(Bounding box coordinate data)
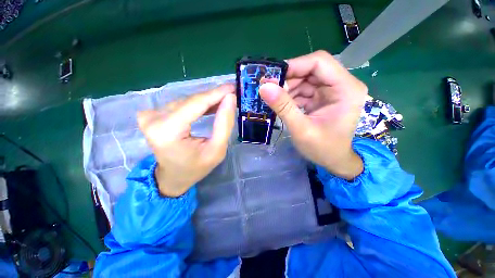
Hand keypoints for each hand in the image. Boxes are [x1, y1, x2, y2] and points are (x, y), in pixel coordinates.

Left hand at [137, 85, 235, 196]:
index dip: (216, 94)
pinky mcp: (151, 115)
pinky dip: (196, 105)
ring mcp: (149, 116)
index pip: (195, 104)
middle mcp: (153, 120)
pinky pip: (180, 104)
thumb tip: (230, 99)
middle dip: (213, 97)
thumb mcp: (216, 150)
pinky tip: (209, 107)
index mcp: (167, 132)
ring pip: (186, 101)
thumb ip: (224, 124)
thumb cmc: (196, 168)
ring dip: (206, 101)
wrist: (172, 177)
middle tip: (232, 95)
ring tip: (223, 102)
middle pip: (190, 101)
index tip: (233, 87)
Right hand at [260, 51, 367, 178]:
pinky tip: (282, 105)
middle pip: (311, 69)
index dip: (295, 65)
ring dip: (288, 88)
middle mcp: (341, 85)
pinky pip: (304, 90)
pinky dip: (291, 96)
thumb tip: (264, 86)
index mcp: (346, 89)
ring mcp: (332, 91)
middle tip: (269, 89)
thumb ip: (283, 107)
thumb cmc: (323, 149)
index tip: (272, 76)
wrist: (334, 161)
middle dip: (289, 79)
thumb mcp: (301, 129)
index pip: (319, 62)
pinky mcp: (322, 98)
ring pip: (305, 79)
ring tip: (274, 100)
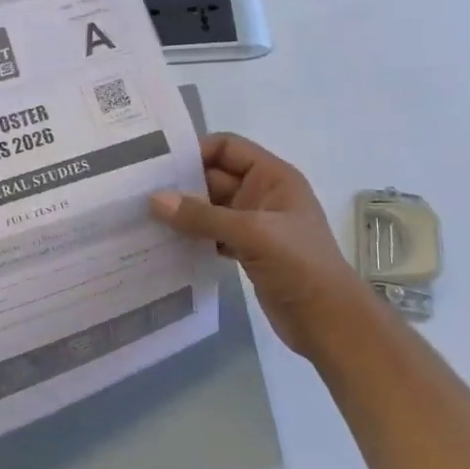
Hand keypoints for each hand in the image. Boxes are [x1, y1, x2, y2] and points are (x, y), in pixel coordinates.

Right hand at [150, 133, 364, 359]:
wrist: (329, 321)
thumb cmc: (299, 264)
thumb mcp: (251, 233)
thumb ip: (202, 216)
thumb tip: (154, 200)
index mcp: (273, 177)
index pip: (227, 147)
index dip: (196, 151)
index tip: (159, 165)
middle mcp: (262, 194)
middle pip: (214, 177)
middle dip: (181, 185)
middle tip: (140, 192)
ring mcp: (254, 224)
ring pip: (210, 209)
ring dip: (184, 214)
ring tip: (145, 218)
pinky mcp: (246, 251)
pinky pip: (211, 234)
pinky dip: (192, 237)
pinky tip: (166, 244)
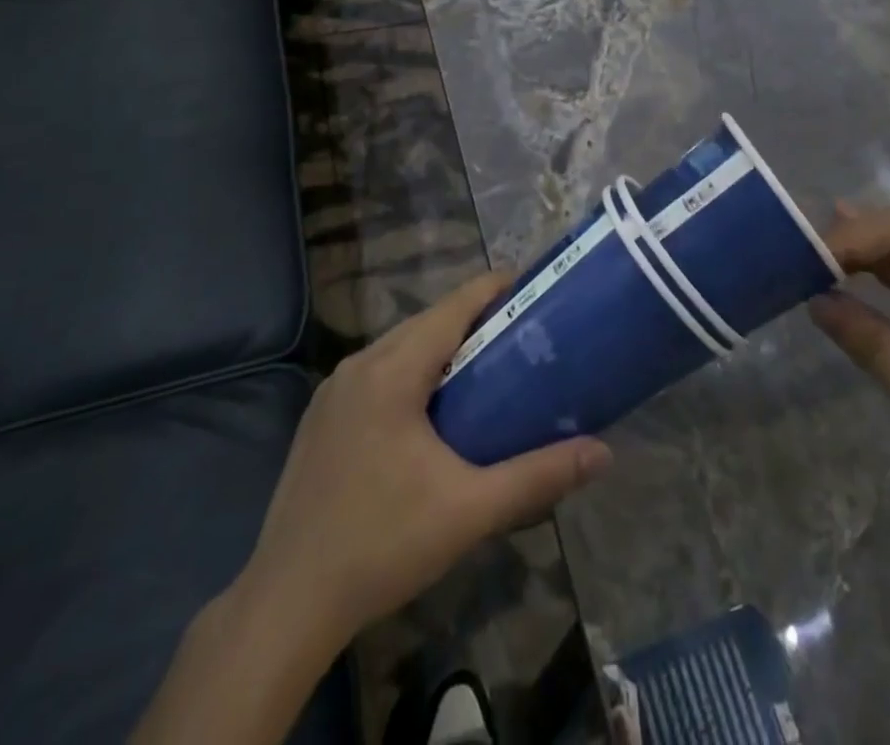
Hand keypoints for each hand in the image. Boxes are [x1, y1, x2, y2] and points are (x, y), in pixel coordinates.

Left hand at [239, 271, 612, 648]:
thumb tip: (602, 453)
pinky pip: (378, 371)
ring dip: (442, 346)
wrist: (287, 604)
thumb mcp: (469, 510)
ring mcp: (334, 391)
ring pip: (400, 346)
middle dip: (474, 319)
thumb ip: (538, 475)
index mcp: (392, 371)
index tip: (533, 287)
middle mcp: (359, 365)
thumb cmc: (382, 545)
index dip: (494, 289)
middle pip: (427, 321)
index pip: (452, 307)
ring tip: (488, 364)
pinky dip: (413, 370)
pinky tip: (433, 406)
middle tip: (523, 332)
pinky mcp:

▸ **TASK TO CARRY OUT**
Would you copy, word for word, only the lines above from the one containing "thumb cmc: (299, 264)" through the one containing "index pip: (452, 307)", both included, and please leave out the pictures?

▸ **RESPONSE AREA**
thumb cmc: (299, 264)
thumb mcp: (251, 233)
thumb ip: (202, 216)
thumb tip: (154, 200)
index mcp: (273, 177)
index pip: (227, 147)
index dip: (196, 151)
index tip: (159, 165)
middle mcp: (262, 194)
middle pip: (214, 177)
middle dip: (181, 185)
middle tip: (140, 192)
ring mcp: (254, 224)
ring pip: (210, 209)
ring dip: (184, 214)
ring tip: (145, 218)
pinky mcp: (246, 251)
pinky pip: (211, 234)
pinky dip: (192, 237)
pinky tip: (166, 244)
Hand keypoints for each hand in the image. Boxes are [x1, y1, x2, y2] and points are (x, y), in pixel coordinates.

Left hand at [239, 271, 612, 648]:
thumb tip: (602, 453)
pinky pip: (378, 371)
ring dip: (442, 346)
wrist: (287, 604)
thumb mcp: (469, 510)
ring mcp: (334, 391)
ring pip: (400, 346)
middle dip: (474, 319)
thumb ip: (538, 475)
index mcp: (392, 371)
index tip: (533, 287)
middle mcp: (359, 365)
thumb cmc: (382, 545)
index dip: (494, 289)
middle pip: (427, 321)
index pip: (452, 307)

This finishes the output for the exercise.